In Minnesota, which ranks third in new cases per capita, the Pentagon sent medical teams last month to two major hospitals to relieve doctors and nurses, and another team is set to arrive Friday.

“This fourth wave, I can pretty clearly state, has hit Minnesota harder than any of the previous ones,” said Dr. Timothy Johnson, president of the Minnesota chapter of the American College of Emergency Physicians.

He said hospitals are struggling because of a combination of a lack of nurses, fatigue and patients undergoing treatments that had to be postponed earlier in the crisis. “Now those chickens are coming home to roost a little bit,” he said.

At Hennepin County Medical Center in Minneapolis, where one of the military teams was sent, the number of COVID-19 patients has doubled since September, although it remains below pandemic highs, spokeswoman Christine Hill said.

“And it’s concerning with the holidays coming up,” she said.

Military teams have also been into Michigan, where hospitals are grappling with more COVID-19 patients than at any other time during the pandemic.

Dr. Pauline Park, who takes care of critically ill patients at the University of Michigan Health in Ann Arbor, called the latest surge “heartbreaking.” One patient, a woman in her 20s, died the week of Thanksgiving. Another, a mother with young children, is on a machine built to take over for her lungs.

Arizona, where students in dozens of classrooms have been forced into quarantine, reported over 3,100 new COVID-19 cases Wednesday, numbers similar to the disastrous summer of 2020. Hospital bed space has fallen to pandemic lows.

“It’s just hard because it does feel like that we are actually going backwards in time, even though we have these vaccines, which are such a great weapon for us,” Bhuyan said.
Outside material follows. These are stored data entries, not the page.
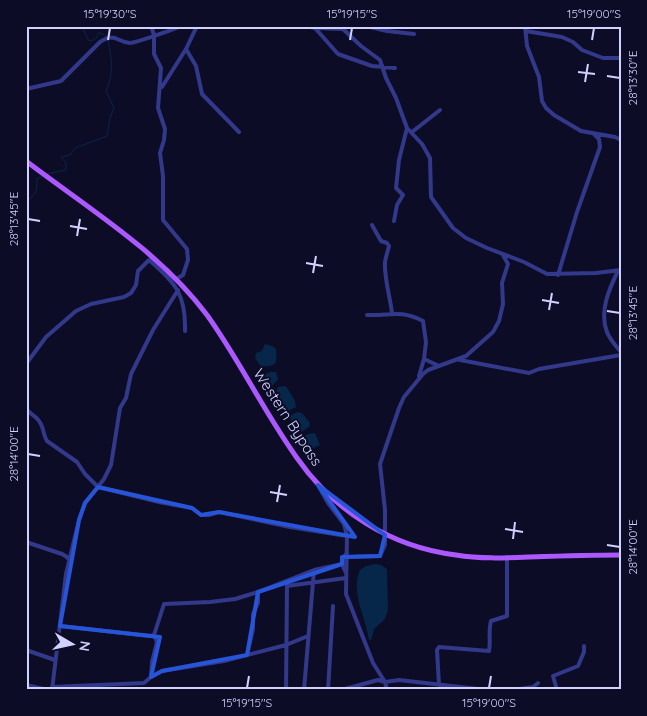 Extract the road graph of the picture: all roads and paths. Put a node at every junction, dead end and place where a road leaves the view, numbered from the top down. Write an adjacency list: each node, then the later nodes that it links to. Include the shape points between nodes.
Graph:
1 (151, 26): 13 (street)
2 (181, 26): 13 (street)
3 (197, 26): 14 (street)
4 (307, 26): 8 (street)
5 (347, 26): 10 (street)
6 (366, 26): 11 (street)
7 (400, 26): 11 (street)
8 (315, 28): 10 (street); 16 (street, via 338,54)
9 (526, 29): 15 (street, via 562,37 603,58); 24 (street, via 526,46 539,77 544,104 554,115 581,131)
10 (343, 30): 16 (street, via 377,57)
11 (398, 32): 12 (street)
12 (414, 34)
13 (154, 35): 18 (street, via 131,43 107,38 61,81); 19 (street, via 154,54 161,68)
14 (186, 49): 19 (street); 22 (street, via 196,66 205,98)
15 (621, 58)
16 (383, 68): 17 (street); 21 (street)
17 (395, 68)
18 (26, 89)
19 (160, 89): 34 (street, via 158,108 165,129 160,153 163,220 188,254 183,275)
20 (440, 110): 23 (street)
21 (407, 128): 23 (street); 27 (street, via 396,188 403,195)
22 (239, 132)
23 (412, 132): 29 (street, via 430,158 431,197 453,228 466,238)
24 (594, 134): 25 (street); 33 (street, via 600,146)
25 (621, 140)
26 (26, 161): 34 (main road, Western Bypass, via 127,235)
27 (394, 221)
28 (372, 225): 36 (street, via 381,241 389,246 385,267)
29 (503, 254): 30 (street); 31 (street)
30 (518, 260): 31 (street); 33 (street, via 547,274)
31 (508, 264): 41 (street, via 502,280 503,304 496,327 477,348)
32 (620, 270): 33 (street); 39 (street, via 609,293 604,315 606,331)
33 (558, 275)
34 (176, 279): 46 (main road, Western Bypass, via 206,315 289,447)
35 (178, 290): 38 (street, via 182,298); 42 (street, via 149,260 138,271 136,286 131,293 76,311 46,336); 47 (street, via 131,374 126,398 120,408 111,465)
36 (392, 313): 37 (street); 40 (street, via 423,321)
37 (367, 316)
38 (185, 332)
39 (621, 353): 41 (street, via 529,373)
40 (424, 359): 43 (street); 44 (street)
41 (458, 359): 43 (street)
42 (26, 364)
43 (437, 365): 44 (street)
44 (419, 378): 48 (street, via 399,408 380,464)
45 (26, 408): 47 (street, via 39,421 44,437 76,462)
46 (318, 485): 48 (main road, Western Bypass, via 354,516); 49 (street, via 342,520)
47 (98, 487): 49 (street, via 192,508 201,515 218,512); 54 (street, via 83,507)
48 (385, 535): 51 (street, via 386,545 380,556); 53 (main road, Western Bypass, via 420,548 454,555)
49 (347, 536): 51 (street)
50 (26, 542): 54 (street, via 62,554)
51 (347, 555): 55 (street, via 342,558); 57 (street)
52 (621, 555): 53 (main road, Western Bypass)
53 (507, 558): 72 (street, via 507,616 491,621 489,651 439,647)
54 (70, 561): 61 (street)
55 (342, 564): 56 (street); 57 (street)
56 (314, 570): 58 (street); 59 (street)
57 (346, 576): 58 (street); 70 (street, via 348,600 373,663)
58 (312, 583): 63 (street); 64 (street, via 287,586)
59 (258, 592): 62 (street, via 235,599 164,604); 67 (street)
60 (333, 606): 77 (street)
61 (60, 626): 62 (street); 68 (street)
62 (154, 635): 69 (street, via 157,642)
63 (308, 636): 64 (street); 76 (street)
64 (286, 645): 67 (street); 75 (street)
65 (584, 646): 82 (street, via 578,666 553,676)
66 (26, 650): 68 (street)
67 (247, 655): 69 (street, via 162,670)
68 (54, 660): 74 (street)
69 (151, 677): 74 (street, via 144,683)
70 (385, 682): 72 (street, via 399,680); 78 (street, via 378,680); 79 (street)
71 (538, 683): 81 (street, via 533,687)
72 (439, 684): 80 (street)
73 (26, 685): 74 (street)
74 (50, 689)
75 (286, 690)
76 (304, 690)
77 (328, 690)
78 (341, 690)
79 (387, 690)
80 (487, 690)
81 (513, 690)
82 (557, 690)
While about three dozen countries worldwide have reported omicron infections, including India on Thursday, the numbers are small outside of South Africa, which has confirmed more than 170 cases.

The delta variant is still causing deep turmoil in Europe, too, including Germany and Austria. South Korea is also seeing a delta-driven surge that has pushed hospitalizations and deaths to record highs.

On Thursday, Germany, where new COVID-19 infections topped 70,000 in a 24-hour period, barred the unvaccinated from nonessential stores and cultural and recreational sites. Lawmakers are expected to take up a general vaccine mandate in the coming weeks. Austria, meanwhile, extended its lockdown.

German Chancellor Angela Merkel said the measures are necessary because hospitals could become overloaded: “The situation in our country is serious.”